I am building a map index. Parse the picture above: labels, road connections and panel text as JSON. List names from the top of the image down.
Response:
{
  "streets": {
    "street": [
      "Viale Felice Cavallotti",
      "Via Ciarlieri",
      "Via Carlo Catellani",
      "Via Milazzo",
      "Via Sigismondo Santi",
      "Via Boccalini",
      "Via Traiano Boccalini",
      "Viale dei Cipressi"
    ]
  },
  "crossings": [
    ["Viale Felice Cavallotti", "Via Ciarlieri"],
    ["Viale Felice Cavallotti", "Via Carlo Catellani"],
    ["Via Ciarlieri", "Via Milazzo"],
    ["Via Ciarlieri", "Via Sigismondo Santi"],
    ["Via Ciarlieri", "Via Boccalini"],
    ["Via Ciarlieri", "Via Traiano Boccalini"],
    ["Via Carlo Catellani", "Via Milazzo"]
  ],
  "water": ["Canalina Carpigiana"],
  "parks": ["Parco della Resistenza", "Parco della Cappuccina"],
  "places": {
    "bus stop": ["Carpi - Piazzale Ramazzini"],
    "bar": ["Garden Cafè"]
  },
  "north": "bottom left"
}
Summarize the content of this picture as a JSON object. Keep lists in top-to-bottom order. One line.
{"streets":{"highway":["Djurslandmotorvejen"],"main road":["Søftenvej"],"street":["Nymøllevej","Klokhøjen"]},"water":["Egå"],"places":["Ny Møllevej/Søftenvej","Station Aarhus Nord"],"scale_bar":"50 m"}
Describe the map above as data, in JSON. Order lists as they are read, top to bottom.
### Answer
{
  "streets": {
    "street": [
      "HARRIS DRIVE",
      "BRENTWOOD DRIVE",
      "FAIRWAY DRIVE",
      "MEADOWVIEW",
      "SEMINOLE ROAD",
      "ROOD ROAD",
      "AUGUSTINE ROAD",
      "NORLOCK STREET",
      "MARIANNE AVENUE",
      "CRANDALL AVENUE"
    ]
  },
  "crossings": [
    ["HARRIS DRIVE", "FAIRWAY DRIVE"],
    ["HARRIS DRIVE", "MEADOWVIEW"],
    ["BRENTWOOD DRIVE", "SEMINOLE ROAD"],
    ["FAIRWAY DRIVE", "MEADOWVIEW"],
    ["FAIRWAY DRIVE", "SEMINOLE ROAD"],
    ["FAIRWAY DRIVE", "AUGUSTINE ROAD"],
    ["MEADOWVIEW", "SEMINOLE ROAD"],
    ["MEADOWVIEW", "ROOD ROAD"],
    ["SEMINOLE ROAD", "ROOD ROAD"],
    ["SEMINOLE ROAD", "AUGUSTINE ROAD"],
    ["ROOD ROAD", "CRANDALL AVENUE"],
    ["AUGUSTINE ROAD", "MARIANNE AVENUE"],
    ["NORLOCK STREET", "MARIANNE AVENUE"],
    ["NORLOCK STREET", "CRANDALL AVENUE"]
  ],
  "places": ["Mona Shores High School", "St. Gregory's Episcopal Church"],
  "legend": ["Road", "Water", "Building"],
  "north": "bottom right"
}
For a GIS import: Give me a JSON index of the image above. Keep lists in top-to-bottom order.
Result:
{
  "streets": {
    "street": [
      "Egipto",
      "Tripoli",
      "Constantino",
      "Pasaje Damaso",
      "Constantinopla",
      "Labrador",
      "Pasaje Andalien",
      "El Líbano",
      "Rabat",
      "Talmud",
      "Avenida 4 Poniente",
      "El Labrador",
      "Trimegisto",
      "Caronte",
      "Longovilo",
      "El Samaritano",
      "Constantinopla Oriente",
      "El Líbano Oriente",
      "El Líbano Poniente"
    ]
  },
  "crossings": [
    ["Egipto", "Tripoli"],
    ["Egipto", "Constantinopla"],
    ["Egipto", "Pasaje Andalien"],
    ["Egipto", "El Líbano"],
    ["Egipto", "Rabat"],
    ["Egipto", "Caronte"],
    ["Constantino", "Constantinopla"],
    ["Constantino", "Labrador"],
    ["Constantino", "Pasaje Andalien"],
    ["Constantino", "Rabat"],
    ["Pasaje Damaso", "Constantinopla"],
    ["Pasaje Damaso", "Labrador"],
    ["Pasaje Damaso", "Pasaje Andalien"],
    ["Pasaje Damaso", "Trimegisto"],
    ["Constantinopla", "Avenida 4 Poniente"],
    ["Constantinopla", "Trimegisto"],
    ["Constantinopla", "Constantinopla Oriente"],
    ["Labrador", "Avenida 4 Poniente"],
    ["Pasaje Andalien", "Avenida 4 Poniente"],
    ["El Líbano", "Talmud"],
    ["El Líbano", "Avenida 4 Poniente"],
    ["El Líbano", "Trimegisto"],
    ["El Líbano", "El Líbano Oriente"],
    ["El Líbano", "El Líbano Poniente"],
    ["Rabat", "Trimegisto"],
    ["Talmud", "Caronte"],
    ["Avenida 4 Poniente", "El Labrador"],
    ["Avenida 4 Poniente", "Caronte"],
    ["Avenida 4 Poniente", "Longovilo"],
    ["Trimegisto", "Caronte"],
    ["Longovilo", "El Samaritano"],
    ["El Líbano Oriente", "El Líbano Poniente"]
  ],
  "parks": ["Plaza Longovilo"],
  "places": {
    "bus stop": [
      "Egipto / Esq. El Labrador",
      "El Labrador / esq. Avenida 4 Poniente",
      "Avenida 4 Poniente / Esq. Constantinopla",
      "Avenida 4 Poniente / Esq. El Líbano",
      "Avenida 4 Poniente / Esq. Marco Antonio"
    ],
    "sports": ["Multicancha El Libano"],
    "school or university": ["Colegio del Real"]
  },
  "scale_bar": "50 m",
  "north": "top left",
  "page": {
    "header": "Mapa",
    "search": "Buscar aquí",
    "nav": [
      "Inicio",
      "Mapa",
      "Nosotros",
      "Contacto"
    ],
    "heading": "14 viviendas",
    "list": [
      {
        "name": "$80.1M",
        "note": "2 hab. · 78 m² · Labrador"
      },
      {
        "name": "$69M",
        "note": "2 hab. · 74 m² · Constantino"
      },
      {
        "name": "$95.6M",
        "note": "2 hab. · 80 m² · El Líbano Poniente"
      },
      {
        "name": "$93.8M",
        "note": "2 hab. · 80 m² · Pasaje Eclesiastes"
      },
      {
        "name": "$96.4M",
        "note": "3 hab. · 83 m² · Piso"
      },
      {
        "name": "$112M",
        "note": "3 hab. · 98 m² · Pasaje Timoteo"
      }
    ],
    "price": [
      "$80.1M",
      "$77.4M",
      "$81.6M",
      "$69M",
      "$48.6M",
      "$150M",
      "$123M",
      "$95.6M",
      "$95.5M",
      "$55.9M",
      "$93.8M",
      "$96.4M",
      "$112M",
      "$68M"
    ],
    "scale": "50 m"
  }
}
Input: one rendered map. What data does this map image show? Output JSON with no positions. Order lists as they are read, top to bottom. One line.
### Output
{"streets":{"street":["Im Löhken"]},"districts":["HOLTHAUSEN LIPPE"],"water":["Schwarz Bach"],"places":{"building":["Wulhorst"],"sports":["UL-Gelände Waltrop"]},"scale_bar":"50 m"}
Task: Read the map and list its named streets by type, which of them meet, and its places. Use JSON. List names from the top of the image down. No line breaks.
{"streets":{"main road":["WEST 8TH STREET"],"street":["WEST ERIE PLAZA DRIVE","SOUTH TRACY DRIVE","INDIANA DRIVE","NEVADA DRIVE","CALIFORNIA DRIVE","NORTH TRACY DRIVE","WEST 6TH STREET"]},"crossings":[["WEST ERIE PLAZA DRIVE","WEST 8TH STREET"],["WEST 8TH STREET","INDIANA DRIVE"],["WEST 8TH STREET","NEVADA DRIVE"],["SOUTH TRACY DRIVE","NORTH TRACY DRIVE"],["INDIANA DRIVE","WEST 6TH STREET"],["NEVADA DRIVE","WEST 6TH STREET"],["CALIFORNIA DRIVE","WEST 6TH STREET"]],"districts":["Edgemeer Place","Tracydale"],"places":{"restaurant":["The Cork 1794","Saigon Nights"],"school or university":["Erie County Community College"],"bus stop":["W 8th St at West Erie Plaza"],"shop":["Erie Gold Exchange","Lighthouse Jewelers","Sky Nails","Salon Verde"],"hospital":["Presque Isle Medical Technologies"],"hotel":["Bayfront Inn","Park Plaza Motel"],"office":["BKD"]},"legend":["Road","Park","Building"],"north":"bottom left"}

• **Assigned task**
What belongs in the answer is each line of the listing that contains the word "Talmud".

• **Answer to the exercise**
      "Talmud",
    ["El Líbano", "Talmud"],
    ["Talmud", "Caronte"],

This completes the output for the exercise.